Angelina Jolie is opening up about how a major blind spot in the medical field has impacted her children. In a recent article for Time, the 46-year-old actress interviews Malone Mukwende, a medical student who’s on a mission to teach other doctor hopefuls how conditions and diseases can be present in non-white patients.
Mukwende, 21, started his project after learning that, Jolie writes, “almost all the images and data used in its teaching were based on studies of white patients,” which can lead to “misdiagnosis, suffering and even death.”
In response to Mukwende’s work, which has culminated with a handbook, Mind the Gap, and an online platform called Hutano, Jolie says that she’s seen the problem firsthand with her own kids. Jolie and her ex, Brad Pitt, share Maddox, 19, Pax, 17, Zahara, 16, Shiloh, 15, and 12-year-old twins Knox and Vivienne.
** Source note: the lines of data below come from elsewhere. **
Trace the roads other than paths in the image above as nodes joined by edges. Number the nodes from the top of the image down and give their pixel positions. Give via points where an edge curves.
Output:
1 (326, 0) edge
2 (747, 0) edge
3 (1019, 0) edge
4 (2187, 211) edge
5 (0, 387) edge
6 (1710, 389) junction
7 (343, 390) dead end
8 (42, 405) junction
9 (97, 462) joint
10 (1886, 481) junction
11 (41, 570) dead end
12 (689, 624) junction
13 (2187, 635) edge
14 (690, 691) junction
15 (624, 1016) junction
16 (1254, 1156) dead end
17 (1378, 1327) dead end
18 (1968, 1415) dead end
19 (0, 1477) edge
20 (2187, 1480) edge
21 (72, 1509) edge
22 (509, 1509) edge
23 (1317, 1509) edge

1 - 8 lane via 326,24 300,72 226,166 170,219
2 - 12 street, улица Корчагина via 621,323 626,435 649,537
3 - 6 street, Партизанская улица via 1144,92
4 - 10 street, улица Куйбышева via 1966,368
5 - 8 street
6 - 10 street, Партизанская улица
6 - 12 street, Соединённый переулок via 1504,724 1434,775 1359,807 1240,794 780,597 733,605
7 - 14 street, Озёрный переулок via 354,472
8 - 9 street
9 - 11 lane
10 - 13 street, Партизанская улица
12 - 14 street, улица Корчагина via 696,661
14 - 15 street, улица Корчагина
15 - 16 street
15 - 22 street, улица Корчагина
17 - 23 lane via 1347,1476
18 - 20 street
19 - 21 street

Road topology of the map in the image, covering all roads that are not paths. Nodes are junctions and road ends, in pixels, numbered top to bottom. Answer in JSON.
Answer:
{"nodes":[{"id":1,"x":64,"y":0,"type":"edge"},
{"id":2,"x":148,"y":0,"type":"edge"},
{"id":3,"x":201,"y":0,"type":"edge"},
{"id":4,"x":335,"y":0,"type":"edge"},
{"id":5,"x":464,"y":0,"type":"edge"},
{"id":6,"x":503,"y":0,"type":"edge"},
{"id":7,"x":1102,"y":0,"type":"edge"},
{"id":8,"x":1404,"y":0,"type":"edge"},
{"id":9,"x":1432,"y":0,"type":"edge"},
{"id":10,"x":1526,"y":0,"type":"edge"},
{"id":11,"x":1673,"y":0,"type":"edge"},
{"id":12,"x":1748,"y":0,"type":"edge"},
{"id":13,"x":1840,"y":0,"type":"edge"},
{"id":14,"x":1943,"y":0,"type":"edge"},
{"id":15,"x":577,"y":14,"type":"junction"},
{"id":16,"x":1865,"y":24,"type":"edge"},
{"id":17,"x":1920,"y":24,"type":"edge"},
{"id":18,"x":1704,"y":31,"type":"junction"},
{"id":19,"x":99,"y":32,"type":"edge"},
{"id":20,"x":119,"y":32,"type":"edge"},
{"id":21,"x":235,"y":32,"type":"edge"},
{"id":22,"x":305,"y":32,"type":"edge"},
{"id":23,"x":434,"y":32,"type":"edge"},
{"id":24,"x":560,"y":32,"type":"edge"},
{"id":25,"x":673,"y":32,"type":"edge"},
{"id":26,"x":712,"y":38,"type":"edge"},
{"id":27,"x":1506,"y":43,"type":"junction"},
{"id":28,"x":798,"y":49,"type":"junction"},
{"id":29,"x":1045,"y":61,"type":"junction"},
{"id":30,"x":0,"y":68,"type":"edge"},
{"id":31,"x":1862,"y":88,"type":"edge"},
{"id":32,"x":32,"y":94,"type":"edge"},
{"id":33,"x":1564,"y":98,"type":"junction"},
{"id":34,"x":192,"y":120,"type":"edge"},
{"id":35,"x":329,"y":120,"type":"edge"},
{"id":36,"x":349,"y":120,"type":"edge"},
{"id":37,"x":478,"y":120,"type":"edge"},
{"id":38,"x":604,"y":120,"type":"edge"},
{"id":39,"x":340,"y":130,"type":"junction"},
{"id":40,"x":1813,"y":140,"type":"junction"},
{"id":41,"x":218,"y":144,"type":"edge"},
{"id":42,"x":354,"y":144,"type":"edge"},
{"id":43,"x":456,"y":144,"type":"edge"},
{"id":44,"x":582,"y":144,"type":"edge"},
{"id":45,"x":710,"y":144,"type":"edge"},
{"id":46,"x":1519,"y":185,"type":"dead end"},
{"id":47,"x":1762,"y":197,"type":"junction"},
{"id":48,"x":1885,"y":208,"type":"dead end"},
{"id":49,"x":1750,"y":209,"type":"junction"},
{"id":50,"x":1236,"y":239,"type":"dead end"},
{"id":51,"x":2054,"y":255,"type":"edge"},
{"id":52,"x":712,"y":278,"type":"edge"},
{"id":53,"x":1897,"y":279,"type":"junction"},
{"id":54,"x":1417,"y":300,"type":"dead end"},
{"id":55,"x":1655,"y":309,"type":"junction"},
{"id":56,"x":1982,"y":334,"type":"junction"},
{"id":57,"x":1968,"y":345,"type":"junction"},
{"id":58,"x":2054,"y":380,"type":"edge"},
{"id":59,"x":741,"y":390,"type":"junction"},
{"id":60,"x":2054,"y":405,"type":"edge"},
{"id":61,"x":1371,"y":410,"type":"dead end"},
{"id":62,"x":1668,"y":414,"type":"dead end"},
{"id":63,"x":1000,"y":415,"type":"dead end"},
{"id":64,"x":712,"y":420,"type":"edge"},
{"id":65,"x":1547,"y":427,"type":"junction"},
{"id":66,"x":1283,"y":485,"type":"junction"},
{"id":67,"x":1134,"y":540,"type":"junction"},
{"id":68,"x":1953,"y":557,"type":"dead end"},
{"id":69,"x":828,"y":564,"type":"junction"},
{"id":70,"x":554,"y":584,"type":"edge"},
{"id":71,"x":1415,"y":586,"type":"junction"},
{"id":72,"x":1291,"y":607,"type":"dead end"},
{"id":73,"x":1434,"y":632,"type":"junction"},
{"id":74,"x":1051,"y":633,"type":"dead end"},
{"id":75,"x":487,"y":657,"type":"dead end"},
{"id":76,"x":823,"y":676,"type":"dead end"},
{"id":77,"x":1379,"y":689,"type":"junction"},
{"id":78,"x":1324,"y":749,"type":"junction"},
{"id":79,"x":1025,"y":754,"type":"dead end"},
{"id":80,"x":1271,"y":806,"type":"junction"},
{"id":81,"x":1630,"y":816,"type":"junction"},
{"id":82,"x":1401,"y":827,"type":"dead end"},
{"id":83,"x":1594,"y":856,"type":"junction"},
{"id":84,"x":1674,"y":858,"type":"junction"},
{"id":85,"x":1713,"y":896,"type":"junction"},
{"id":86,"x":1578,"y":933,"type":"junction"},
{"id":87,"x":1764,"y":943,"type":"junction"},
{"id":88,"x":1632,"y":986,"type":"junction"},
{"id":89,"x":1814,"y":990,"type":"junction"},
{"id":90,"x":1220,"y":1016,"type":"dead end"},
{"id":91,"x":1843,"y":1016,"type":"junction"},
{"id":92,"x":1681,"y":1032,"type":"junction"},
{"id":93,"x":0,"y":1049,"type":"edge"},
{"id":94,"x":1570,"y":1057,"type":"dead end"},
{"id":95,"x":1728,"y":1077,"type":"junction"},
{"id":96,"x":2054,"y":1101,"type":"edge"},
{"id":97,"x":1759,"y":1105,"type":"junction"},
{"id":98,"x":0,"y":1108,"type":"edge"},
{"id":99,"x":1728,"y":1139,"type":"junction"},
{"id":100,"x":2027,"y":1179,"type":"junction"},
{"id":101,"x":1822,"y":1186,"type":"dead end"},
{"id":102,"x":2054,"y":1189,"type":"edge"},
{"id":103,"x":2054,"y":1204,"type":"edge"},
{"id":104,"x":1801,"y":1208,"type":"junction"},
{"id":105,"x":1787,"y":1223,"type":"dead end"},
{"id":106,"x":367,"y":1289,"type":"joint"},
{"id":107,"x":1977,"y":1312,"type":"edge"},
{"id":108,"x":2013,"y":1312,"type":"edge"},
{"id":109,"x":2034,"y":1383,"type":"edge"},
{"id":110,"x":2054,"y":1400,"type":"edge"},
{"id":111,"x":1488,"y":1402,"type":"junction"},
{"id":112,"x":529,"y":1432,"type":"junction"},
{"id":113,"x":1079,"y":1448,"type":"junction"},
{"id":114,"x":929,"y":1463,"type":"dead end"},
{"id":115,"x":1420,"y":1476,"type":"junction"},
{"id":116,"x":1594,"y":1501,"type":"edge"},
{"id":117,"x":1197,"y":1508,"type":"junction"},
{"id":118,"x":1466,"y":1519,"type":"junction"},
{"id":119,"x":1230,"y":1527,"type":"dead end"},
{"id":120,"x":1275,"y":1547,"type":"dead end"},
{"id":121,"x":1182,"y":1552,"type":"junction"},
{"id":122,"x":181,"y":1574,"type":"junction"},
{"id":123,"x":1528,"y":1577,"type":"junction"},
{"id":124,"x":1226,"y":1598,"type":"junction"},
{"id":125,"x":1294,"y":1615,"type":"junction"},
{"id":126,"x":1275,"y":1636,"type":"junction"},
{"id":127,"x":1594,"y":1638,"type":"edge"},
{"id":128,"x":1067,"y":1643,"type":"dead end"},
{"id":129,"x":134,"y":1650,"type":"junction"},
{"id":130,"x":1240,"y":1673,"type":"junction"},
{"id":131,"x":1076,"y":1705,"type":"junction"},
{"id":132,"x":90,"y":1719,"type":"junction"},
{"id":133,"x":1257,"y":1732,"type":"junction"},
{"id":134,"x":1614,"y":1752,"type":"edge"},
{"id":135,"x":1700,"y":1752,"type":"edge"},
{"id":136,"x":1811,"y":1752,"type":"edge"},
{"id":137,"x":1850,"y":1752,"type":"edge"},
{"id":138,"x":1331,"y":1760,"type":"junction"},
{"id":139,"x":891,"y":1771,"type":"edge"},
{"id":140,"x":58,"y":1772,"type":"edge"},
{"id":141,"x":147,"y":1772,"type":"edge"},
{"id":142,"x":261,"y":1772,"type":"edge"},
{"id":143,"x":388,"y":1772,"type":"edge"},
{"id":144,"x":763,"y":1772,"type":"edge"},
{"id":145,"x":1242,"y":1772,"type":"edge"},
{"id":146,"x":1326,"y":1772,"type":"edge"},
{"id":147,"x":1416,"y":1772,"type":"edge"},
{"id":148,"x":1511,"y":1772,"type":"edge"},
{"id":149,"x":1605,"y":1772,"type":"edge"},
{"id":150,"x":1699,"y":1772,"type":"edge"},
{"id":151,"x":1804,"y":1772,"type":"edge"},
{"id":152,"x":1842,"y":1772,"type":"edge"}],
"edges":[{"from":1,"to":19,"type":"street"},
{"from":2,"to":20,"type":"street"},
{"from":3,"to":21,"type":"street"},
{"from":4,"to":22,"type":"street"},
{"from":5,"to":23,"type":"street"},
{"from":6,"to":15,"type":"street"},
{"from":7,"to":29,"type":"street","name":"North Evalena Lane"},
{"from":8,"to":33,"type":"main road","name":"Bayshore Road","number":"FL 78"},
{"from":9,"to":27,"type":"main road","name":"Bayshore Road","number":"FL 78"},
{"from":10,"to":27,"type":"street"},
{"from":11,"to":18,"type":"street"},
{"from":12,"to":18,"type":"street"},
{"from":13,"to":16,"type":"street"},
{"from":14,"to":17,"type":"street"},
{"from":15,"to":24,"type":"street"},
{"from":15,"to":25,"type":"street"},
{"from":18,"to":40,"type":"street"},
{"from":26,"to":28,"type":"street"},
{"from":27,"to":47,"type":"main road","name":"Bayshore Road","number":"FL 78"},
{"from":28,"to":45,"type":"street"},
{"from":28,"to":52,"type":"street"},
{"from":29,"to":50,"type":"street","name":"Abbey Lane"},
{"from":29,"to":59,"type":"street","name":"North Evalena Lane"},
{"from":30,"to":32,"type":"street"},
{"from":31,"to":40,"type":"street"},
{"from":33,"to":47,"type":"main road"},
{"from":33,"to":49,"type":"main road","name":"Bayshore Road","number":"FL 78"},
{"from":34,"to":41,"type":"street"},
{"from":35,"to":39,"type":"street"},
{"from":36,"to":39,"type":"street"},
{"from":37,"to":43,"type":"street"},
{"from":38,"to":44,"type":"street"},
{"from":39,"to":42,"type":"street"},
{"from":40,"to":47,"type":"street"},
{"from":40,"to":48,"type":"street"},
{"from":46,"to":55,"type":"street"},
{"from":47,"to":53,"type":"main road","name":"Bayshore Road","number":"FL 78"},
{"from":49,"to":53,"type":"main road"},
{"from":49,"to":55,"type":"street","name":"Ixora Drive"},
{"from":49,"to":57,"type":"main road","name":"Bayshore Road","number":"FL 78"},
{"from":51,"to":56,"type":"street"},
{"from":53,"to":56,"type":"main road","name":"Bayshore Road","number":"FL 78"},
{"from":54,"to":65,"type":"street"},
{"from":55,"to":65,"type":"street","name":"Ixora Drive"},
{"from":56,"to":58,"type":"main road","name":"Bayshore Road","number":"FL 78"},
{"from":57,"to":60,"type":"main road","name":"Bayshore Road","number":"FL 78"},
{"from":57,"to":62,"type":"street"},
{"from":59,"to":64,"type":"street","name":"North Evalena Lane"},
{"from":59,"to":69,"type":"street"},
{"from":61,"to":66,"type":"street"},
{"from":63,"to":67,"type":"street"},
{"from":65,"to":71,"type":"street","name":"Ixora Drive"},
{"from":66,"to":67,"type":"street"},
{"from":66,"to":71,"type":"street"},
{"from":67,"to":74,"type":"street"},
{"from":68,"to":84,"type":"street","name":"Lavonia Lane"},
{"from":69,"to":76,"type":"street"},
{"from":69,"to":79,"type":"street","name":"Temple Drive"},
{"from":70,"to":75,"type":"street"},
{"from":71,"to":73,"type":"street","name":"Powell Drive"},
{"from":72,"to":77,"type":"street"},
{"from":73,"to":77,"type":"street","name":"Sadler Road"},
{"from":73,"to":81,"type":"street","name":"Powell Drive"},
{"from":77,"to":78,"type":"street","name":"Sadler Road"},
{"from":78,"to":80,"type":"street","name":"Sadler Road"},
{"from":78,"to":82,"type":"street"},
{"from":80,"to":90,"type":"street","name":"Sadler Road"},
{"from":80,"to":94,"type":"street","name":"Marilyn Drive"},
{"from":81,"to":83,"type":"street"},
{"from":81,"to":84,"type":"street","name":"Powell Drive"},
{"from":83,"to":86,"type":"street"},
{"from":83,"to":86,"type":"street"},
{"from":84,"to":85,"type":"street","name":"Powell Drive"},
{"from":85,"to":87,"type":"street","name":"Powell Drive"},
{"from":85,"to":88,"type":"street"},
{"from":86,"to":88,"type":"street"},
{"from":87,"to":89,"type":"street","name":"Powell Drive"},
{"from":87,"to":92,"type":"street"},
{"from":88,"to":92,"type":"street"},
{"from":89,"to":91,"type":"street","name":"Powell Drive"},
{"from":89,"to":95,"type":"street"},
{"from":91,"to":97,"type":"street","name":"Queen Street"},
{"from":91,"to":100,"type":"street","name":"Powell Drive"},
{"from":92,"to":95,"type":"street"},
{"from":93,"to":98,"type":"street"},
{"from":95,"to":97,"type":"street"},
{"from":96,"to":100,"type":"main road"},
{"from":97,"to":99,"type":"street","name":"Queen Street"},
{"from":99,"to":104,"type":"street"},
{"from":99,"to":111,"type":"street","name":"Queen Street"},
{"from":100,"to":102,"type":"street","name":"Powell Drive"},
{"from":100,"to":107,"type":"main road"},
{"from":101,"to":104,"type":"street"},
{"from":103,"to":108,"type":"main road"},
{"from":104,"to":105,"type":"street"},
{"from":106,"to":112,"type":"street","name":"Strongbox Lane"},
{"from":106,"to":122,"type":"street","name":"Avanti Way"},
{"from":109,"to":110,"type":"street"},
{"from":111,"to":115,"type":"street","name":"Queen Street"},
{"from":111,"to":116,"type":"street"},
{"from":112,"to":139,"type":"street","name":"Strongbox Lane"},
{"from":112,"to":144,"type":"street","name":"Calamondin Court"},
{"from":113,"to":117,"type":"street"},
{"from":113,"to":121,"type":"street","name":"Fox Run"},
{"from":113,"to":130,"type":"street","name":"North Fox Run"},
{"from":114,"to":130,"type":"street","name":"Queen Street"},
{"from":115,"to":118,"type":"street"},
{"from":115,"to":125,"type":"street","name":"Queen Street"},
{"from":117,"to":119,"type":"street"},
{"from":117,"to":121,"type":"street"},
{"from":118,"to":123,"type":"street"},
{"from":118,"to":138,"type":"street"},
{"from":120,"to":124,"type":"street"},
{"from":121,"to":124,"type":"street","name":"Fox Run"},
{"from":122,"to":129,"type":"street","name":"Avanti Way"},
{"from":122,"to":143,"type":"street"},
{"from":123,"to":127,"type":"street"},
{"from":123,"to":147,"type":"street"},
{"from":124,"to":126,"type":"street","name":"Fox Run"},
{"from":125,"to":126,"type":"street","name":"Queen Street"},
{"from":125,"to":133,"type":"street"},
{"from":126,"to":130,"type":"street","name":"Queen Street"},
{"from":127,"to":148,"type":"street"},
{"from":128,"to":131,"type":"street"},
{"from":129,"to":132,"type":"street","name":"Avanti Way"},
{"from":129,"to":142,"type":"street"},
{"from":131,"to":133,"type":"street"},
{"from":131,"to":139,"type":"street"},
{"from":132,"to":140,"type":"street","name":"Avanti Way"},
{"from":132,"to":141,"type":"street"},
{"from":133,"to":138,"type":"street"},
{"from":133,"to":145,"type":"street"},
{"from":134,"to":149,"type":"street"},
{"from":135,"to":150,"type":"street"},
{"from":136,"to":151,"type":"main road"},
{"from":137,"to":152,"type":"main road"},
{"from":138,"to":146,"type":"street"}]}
“I have children from different backgrounds, and I know when there was a rash that everybody got, it looked drastically different depending on their skin color,” Jolie explains. “But whenever I looked at medical charts, the reference point was always white skin.”
Jolie also experienced something similar when her eldest daughter, Zahara, who is Black, had surgery last year.
“Recently my daughter, Zahara, whom I adopted from Ethiopia, had surgery, and afterward a nurse told me to call them if her skin ‘turned pink,'” Jolie says.
Mukwende notes that experiences like Jolie details are “the kind of thing I started to notice very early on.”
“Almost the entirety of medicine is taught in that way. There’s a language and a culture that exists in the medical profession, because it’s been done for so many years and because we are still doing it so many years later it doesn’t seem like it’s a problem,” he says. “However, like you’ve just illustrated, that’s a very problematic statement for some groups of the population because it’s just not going to happen in that way and if you’re unaware you probably won’t call the doctor.”